È sicuramente meritoria l’idea di affiancare alle parole di Longhi le immagini delle opere da lui stesso citate o comunque utili alla comprensione della sua trattazione. Il primo DVD, Da Cimabue ai Carracci, è stato registrato dal vivo presso il teatro Duse di Bologna nel 2008, mentre il secondo, Dai Carracci a Morandi, è stato registrato nel 2015 presso lo studio di Riccòmini.
Sin dal celebre intervento del 1934, Longhi intende promuovere una riscoperta della pittura bolognese fino ad allora poco, o male, studiata. La sua analisi inizia dalla constatazione di come, nella Bologna nel Due-Trecento, la presenza di tanti miniatori locali di alto livello presupponga una grande pittura locale. Longhi, oltre a rammaricarsi della distruzione di interi cicli pittorici trecenteschi in diverse chiese bolognesi, denuncia tanto l’atteggiamento di sufficienza con cui la critica guarda alle esperienze locali, quanto i maldestri tentativi di coloro che, al fine di farle reggere il confronto con la produzione toscana, non esitano ad esaltare la tradizione locale ricorrendo a vere e proprie falsificazioni di documenti e firme sulle opere.
Secondo Longhi l’immaginario dei pittori bolognesi del primo Trecento non deve essere cercato tanto nelle opere di Cimabue o Giotto presenti in città, quanto piuttosto negli esempi scultorei romanici emiliani, caratterizzati da “strappi di verismo intuitivo”, come avviene nelle prove di Benedetto Antelami a Parma. Tra gli artisti locali che meritano attenzione viene citato Vitale da Bologna (XIV sec.) portando ad esempio l’affresco, originariamente collocato nella parete di ingresso della chiesa di Mezzaratta, databile attorno agli anni ’40 del XIV secolo, ora trasportato su tela e conservato presso la Pinacoteca cittadina.
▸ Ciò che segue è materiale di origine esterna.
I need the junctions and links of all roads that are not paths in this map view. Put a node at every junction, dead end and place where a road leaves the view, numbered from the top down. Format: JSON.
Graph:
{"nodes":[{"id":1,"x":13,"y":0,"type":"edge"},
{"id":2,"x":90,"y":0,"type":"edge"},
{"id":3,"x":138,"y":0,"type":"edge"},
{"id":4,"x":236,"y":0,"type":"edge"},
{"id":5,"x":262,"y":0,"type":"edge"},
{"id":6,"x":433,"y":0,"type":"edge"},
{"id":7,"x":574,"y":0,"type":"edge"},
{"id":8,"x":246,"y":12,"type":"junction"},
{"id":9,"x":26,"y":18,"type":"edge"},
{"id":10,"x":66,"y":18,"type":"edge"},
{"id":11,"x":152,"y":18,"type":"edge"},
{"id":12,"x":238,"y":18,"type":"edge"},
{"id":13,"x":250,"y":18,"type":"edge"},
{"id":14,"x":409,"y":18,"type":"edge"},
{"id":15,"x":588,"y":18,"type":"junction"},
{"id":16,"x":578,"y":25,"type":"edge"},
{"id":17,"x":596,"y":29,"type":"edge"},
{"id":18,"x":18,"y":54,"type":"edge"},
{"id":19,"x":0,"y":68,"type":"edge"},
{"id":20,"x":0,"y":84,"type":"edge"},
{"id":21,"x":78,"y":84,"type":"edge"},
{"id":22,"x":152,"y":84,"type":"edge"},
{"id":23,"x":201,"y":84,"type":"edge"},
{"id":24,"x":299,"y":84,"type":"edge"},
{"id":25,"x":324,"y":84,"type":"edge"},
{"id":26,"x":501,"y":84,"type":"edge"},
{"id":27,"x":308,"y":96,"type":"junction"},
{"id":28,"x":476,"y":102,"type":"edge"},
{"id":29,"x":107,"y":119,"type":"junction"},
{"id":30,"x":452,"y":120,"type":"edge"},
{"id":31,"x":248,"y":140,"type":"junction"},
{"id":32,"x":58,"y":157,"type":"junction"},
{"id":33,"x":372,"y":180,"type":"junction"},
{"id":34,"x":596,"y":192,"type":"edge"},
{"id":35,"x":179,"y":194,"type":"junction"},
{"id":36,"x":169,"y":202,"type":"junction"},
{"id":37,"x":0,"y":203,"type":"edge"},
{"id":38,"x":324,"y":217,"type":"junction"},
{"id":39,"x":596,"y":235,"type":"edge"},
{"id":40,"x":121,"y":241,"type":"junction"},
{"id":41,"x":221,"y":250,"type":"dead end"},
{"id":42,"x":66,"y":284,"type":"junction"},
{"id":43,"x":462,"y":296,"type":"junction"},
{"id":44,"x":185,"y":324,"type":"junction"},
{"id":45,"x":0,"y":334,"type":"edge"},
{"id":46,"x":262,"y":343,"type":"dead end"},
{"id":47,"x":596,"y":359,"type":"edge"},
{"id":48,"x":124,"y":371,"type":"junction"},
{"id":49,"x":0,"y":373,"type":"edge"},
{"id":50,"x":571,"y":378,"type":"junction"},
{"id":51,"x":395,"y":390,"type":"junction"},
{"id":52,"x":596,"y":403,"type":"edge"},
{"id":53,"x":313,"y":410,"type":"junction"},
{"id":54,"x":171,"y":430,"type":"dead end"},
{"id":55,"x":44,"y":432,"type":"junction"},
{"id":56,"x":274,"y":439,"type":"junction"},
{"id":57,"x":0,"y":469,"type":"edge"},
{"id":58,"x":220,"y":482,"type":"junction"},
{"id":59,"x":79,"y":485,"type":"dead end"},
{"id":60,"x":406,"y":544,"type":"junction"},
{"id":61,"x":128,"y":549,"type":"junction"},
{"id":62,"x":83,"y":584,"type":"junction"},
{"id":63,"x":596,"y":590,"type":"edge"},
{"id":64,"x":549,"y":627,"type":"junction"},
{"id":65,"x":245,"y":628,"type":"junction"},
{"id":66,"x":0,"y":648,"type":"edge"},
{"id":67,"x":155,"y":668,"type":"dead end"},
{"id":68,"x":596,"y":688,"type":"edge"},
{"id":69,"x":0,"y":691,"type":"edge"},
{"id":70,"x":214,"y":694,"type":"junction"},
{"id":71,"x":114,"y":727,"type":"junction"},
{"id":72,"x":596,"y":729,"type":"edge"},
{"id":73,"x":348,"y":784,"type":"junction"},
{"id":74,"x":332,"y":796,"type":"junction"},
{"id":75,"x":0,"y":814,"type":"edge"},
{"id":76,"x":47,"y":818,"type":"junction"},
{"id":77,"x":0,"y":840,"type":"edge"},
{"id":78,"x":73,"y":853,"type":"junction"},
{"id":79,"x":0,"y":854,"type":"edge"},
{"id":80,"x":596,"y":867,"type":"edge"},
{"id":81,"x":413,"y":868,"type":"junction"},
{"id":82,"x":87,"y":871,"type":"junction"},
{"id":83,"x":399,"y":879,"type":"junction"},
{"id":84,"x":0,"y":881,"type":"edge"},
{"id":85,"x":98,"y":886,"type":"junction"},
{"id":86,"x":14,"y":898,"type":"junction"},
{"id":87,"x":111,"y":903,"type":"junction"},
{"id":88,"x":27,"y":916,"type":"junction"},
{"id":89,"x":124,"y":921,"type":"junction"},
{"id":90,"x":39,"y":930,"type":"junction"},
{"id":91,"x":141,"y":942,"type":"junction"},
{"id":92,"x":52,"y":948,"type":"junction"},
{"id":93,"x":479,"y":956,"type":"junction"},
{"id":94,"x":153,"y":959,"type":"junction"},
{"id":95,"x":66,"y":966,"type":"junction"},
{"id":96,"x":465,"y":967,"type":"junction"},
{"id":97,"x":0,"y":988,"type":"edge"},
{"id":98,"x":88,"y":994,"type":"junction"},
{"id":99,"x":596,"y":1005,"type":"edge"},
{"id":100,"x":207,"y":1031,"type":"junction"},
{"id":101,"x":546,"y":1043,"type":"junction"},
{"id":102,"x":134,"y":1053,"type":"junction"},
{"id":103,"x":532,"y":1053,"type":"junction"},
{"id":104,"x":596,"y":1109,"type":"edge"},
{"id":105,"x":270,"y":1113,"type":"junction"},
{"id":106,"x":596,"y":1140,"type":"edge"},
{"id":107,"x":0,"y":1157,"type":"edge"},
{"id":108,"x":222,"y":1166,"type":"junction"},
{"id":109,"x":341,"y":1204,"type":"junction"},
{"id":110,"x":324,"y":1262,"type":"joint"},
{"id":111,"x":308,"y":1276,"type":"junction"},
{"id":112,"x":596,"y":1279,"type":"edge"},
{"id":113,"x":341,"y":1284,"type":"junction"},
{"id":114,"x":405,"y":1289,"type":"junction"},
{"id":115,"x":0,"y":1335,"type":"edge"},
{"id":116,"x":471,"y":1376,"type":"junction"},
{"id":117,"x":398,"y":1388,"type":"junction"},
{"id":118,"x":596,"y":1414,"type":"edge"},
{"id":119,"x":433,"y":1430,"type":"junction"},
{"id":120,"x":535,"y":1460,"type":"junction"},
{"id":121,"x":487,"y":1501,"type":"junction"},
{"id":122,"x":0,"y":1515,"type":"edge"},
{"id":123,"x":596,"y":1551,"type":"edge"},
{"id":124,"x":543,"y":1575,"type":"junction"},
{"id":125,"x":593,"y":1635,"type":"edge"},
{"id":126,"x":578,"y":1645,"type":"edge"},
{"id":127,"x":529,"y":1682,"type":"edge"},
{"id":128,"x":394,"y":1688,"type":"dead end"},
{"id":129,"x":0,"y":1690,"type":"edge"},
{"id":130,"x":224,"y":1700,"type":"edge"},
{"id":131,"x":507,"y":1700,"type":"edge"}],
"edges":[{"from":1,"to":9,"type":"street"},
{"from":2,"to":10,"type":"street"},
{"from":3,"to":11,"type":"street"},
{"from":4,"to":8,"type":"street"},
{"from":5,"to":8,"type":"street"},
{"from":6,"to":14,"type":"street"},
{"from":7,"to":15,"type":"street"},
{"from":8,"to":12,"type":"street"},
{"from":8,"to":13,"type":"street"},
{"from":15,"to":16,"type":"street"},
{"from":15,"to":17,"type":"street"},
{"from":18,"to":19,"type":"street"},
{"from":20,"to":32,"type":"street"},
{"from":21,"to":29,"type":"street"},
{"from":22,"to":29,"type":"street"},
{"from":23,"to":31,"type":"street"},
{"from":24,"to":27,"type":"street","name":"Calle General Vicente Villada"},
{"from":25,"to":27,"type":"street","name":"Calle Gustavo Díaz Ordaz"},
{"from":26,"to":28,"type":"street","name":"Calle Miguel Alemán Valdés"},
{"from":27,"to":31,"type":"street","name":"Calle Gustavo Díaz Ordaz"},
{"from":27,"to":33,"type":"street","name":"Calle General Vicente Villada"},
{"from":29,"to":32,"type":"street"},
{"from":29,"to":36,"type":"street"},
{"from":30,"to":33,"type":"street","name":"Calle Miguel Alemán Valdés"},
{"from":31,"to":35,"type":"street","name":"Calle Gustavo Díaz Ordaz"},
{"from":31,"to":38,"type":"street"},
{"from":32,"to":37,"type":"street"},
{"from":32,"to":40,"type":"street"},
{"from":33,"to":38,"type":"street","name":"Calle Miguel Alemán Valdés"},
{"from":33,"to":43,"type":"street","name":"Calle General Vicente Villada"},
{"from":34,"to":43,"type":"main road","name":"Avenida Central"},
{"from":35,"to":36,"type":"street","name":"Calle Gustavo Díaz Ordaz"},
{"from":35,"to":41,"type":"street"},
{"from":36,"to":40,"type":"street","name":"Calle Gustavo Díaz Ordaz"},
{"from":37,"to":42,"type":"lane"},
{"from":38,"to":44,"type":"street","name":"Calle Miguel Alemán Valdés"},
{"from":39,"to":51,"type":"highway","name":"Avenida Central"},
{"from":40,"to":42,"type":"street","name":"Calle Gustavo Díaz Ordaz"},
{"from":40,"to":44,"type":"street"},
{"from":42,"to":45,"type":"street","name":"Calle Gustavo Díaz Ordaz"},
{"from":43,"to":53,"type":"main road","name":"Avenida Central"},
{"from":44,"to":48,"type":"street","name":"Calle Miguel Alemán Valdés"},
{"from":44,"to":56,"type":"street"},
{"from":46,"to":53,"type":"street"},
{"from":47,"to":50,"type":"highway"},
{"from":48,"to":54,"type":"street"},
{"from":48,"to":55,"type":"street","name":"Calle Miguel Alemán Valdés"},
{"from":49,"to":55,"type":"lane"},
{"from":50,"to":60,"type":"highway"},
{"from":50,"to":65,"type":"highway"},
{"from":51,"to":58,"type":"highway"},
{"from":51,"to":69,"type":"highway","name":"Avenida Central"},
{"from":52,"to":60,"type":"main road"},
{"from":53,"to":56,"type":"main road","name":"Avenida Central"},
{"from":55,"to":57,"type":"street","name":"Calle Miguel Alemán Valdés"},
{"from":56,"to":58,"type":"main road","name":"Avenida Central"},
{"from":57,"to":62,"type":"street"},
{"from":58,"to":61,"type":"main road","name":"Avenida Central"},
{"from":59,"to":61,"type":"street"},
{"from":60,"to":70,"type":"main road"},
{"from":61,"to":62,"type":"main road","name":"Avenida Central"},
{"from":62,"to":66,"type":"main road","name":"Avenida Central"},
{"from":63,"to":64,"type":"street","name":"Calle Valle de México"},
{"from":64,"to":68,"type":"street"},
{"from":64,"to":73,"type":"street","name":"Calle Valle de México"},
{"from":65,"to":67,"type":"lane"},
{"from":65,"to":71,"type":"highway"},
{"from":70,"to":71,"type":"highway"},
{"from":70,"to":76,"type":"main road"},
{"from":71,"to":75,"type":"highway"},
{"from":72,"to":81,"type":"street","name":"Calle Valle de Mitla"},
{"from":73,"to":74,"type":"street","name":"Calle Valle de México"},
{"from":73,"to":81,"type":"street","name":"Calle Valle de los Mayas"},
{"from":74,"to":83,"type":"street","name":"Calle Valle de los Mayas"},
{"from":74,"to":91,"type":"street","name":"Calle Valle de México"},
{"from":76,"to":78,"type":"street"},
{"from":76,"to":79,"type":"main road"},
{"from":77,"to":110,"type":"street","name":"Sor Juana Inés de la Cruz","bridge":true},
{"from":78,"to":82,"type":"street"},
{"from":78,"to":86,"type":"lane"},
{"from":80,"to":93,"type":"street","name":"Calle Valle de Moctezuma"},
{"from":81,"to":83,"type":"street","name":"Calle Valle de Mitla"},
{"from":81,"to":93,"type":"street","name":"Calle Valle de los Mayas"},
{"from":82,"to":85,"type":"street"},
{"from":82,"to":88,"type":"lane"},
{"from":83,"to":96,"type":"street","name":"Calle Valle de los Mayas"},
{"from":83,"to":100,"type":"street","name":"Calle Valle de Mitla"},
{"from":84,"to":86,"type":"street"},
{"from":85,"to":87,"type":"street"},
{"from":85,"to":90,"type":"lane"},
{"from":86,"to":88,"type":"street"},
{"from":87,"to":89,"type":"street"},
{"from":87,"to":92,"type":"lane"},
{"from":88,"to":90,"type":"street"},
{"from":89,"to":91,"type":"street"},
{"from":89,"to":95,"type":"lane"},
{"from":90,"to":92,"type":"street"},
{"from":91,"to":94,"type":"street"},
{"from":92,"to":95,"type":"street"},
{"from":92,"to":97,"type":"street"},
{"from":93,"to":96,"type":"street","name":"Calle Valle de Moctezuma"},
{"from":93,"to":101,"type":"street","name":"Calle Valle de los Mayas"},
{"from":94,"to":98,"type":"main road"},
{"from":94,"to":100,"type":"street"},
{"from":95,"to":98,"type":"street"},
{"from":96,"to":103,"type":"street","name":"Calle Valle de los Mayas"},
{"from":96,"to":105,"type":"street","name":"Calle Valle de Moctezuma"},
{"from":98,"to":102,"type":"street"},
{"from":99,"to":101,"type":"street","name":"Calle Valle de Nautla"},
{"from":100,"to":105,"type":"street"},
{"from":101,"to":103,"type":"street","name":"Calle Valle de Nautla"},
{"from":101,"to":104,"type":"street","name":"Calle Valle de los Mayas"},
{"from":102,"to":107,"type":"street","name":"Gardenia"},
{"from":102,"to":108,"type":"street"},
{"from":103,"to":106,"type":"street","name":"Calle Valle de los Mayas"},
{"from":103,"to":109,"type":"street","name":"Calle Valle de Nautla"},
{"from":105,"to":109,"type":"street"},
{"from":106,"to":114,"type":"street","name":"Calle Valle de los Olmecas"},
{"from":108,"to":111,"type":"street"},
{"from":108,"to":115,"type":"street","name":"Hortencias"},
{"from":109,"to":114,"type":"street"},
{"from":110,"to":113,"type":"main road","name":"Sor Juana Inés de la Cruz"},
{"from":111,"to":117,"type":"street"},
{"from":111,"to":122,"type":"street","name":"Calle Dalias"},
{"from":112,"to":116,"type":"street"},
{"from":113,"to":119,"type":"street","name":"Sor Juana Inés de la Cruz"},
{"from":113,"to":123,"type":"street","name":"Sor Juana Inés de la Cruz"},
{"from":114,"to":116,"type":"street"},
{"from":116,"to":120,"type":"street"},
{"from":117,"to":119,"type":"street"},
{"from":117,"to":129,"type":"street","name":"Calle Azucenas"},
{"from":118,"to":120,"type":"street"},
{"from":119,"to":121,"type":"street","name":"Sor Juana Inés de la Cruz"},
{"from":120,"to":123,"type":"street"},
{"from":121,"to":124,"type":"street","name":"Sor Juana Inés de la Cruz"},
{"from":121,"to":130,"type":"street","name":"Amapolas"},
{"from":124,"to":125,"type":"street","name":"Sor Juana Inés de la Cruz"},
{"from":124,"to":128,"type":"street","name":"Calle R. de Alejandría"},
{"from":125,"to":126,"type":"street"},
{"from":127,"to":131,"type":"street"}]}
Lo studioso ne parla come di presepe “rusticano e angelico insieme”, animato, movimentato, come non mai, molto lontano dalla pittura giottesca. Anche nel ciclo delle Storie di sant’Antonio Abate, oggi in Pinacoteca, c’è traccia del medesimo “balletto dei personaggi”, con costruzioni spaziali decisamente lontane da quelle toscane. Tra gli altri artisti locali assolutamente degni di palcoscenico, Longhi indica Amico Aspertini (1474-1552), contestando quanti hanno parlato delle sue opere in termini di bizzarria fine a se stessa, e soprattutto, avversando l’interpretazione burlesca vasariana. Francesco Francia (1450–1517) è un altro pittore locale che lo studioso intende recuperare allontanandosi dall’impostazione critica dell’epoca che lo vuole fortemente debitore nei confronti dello Squarcione e dei ferraresi evidenziando, invece, come siano riscontrabili influssi toscani. Longhi indica come uno dei più grandi ingegni del Cinquecento il bolognese Francesco Primaticcio (1504-1570), pittore e maestro di stucchi. Molto velocemente l’autore spende parole anche per Pellegrino Tibaldi (1527-1596) evidenziando come negli affreschi di Palazzo Poggi spicchino giganti ignudi più “collerici e più sanguigni di quelli di Michelangelo”, ed invita ad osservare come le nature morte di Bartolomeo Passerotti (1529-1592) stiano a testimoniare come anche a Bologna, al pari della provincia lombarda, ci sia chi pone i presupposti per la “pittura diretta” del Caravaggio.
Si giunge così all’Accademia bolognese di Agostino (1557-1602), Ludovico (1555-1619) ed Annibale Carracci (1560-1609), artisti all’epoca poco considerati o sottostimati. A tal proposito lo studioso analizza i lavori di Palazzo Fava e Palazzo Magnani individuando in essi caratteri particolari di verosimiglianza e credibilità. Tra gli allievi di Annibale, Longhi si sofferma su Guido Reni (1575-1642), evidenziando come la sua pittura tenda a divenire sempre più impalpabile, caratterizzata da “digitazioni sempre più lievi”, con personaggi diafani, tanto che, nell’ultima parte della carriera, “dipinge vecchie larve in aria d’argento sotto agli angeli soffiati in rosa e biondo entro un polverio di paradiso un anelito ad estasiarsi dove il corpo non è che un ricordo mormorato, un’impronta...”. Anche al “geniale” Giuseppe Maria Crespi detto “Lo spagnolo” (1665-1747) viene riservato spazio mentre, sull’Ottocento Longhi liquida drasticamente la pittura bolognese con un perentorio: “Taccio dell’ultimo secolo”.
La prolusione si chiude con un pittore a Longhi contemporaneo, sostanzialmente snobbato dalla critica dell’epoca: “E finisco col non trovare del tutto casuale che, ancora oggi, uno dei migliori pittori viventi d’Italia, Giorgio Morandi, pur navigando tra le secche più perigliose della pittura moderna, abbia, però, saputo sempre orientare il suo viaggio con una leggerezza meditata, con un’affettuosa studiosità, da parer quelle di un nuovo incamminato”.

 

 

 

 

Eugenio Riccòmini
Da Cimabue ai Carracci. Dai Carracci a Morandi. Un omaggio a Roberto Longhi
Pendragon, Bologna, 2015, 2 DVD (115 min. + 90 min. ca.)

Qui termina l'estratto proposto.